◆ **Data**:
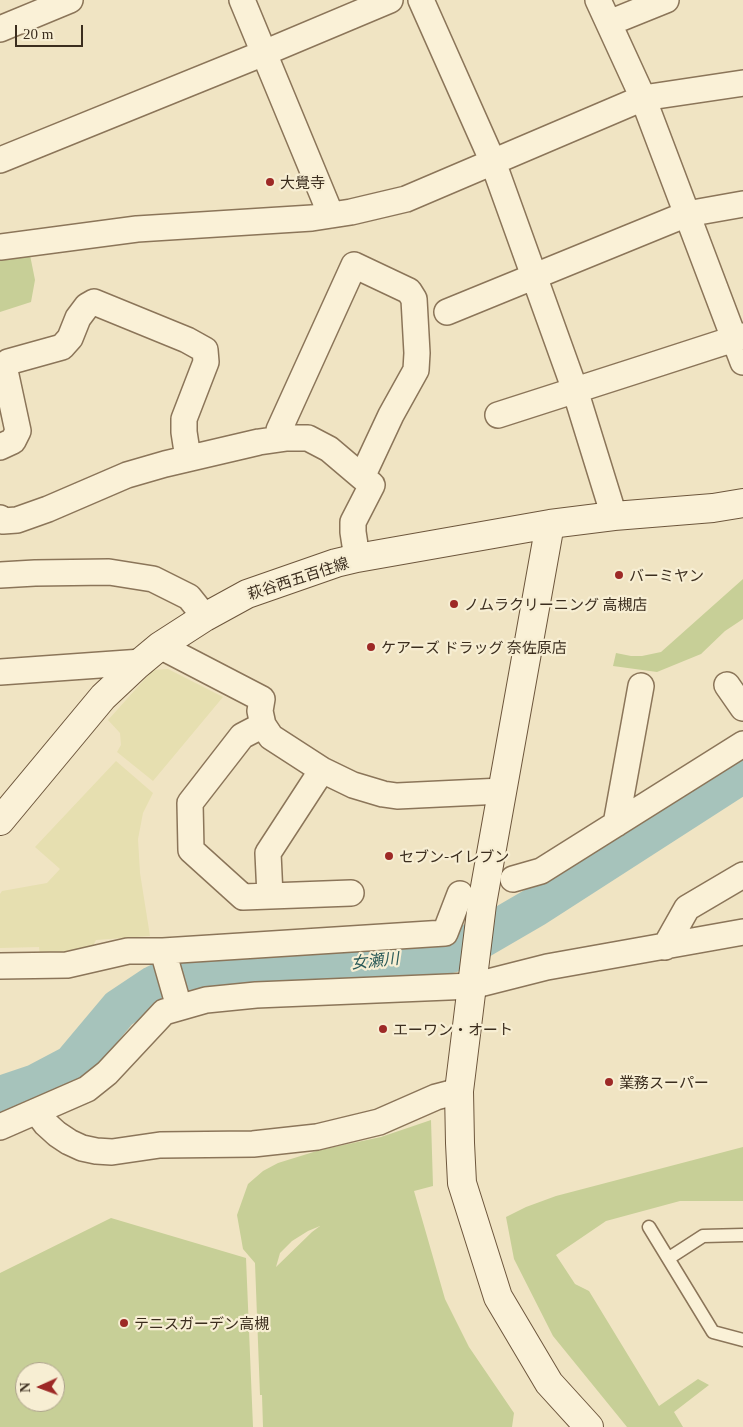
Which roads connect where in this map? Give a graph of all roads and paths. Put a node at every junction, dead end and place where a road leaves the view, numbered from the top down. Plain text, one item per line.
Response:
1 (70, 0) edge
2 (242, 0) edge
3 (390, 0) edge
4 (421, 0) edge
5 (598, 0) edge
6 (666, 0) edge
7 (608, 23) junction
8 (0, 29) edge
9 (264, 53) junction
10 (743, 83) edge
11 (643, 98) junction
12 (0, 160) edge
13 (493, 162) junction
14 (743, 204) edge
15 (687, 214) junction
16 (331, 215) junction
17 (0, 247) edge
18 (534, 277) junction
19 (447, 312) dead end
20 (739, 337) edge
21 (743, 362) edge
22 (575, 390) junction
23 (498, 415) dead end
24 (279, 439) junction
25 (0, 447) edge
26 (188, 458) junction
27 (362, 477) junction
28 (743, 503) edge
29 (614, 516) junction
30 (1, 521) edge
31 (550, 524) junction
32 (357, 558) junction
33 (0, 575) edge
34 (204, 617) junction
35 (151, 654) junction
36 (0, 672) edge
37 (727, 685) dead end
38 (641, 686) dead end
39 (743, 708) edge
40 (263, 724) junction
41 (743, 744) edge
42 (322, 770) junction
43 (502, 791) junction
44 (0, 821) edge
45 (616, 824) junction
46 (743, 875) edge
47 (513, 879) dead end
48 (351, 893) dead end
49 (270, 896) junction
50 (471, 899) junction
51 (743, 932) edge
52 (665, 947) junction
53 (163, 951) junction
54 (0, 966) edge
55 (472, 986) junction
56 (179, 1007) junction
57 (459, 1091) junction
58 (38, 1112) junction
59 (0, 1128) edge
60 (649, 1227) dead end
61 (743, 1235) edge
62 (669, 1258) junction
63 (743, 1340) edge
64 (589, 1427) edge

1 - 8 street
2 - 9 street
3 - 9 street
4 - 13 street
5 - 7 street
6 - 7 street
7 - 11 street
9 - 12 street
9 - 16 street
10 - 11 street
11 - 13 street
11 - 15 street
13 - 16 street
13 - 18 street
14 - 15 street
15 - 18 street
15 - 20 street
16 - 17 street
18 - 19 street
18 - 22 street
20 - 21 street
20 - 22 street
22 - 23 street
22 - 29 street
24 - 26 street
24 - 27 street
24 - 27 street
25 - 26 street
26 - 30 street
27 - 32 street
28 - 29 street, 萩谷西五百住線
29 - 31 street, 萩谷西五百住線
31 - 32 street, 萩谷西五百住線
31 - 43 street
32 - 34 street, 萩谷西五百住線
33 - 34 street
34 - 35 street, 萩谷西五百住線
35 - 36 street
35 - 40 street
35 - 44 street, 萩谷西五百住線
37 - 39 street
38 - 45 street
40 - 42 street
40 - 49 street
41 - 45 street
42 - 43 street
42 - 49 street
43 - 50 street
45 - 47 street
46 - 52 street
48 - 49 street
50 - 53 street
50 - 55 street
51 - 52 street
52 - 55 street
53 - 54 street
53 - 56 street
55 - 56 street
55 - 57 street
56 - 58 street
57 - 58 street
57 - 64 street
58 - 59 street
60 - 62 lane
61 - 62 lane
62 - 63 lane

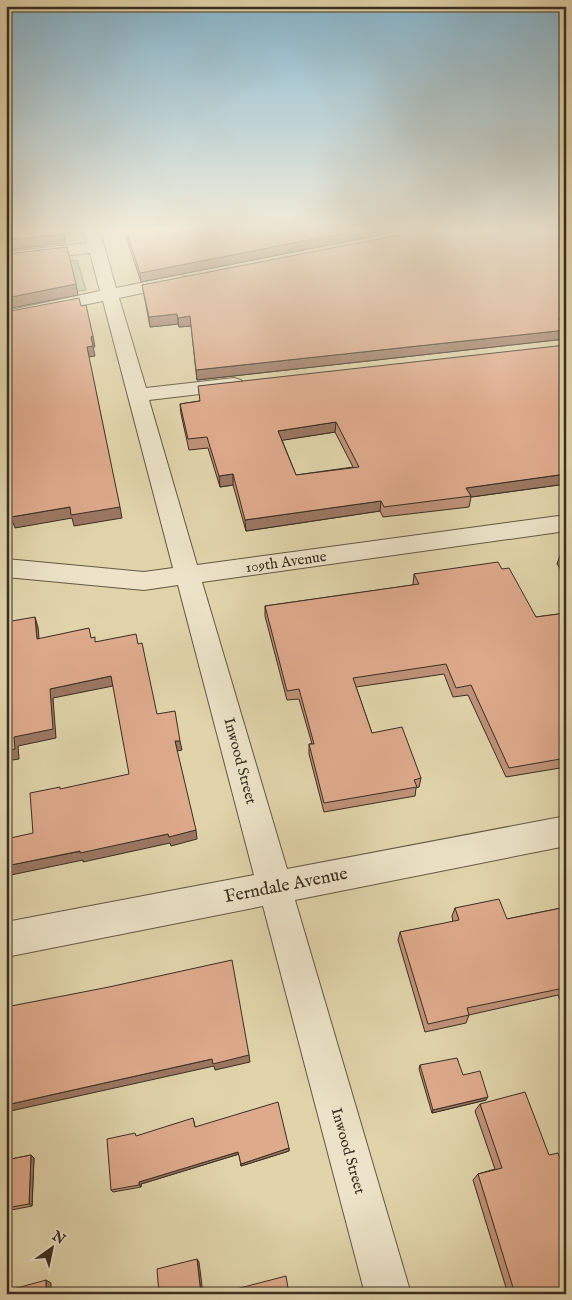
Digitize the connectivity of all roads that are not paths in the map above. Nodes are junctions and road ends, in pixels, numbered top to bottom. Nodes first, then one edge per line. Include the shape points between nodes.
1 (109, 289) edge
2 (136, 289) edge
3 (111, 294) junction
4 (6, 316) edge
5 (250, 382) edge
6 (139, 395) junction
7 (566, 523) edge
8 (6, 568) edge
9 (189, 576) junction
10 (566, 831) edge
11 (275, 888) junction
12 (6, 940) edge
13 (388, 1294) edge

1 - 3 street, Inwood Street
2 - 3 street
3 - 4 street
3 - 6 street, Inwood Street
5 - 6 street
6 - 9 street, Inwood Street
7 - 9 street, 109th Avenue
8 - 9 street, 109th Avenue via 144,581
9 - 11 street, Inwood Street
10 - 11 street, Ferndale Avenue
11 - 12 street, Ferndale Avenue
11 - 13 street, Inwood Street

◆ **Your instructions**: Your task is to copy each line of the listing that holds the word "Inwood".

◆ **Output below**:
1 - 3 street, Inwood Street
3 - 6 street, Inwood Street
6 - 9 street, Inwood Street
9 - 11 street, Inwood Street
11 - 13 street, Inwood Street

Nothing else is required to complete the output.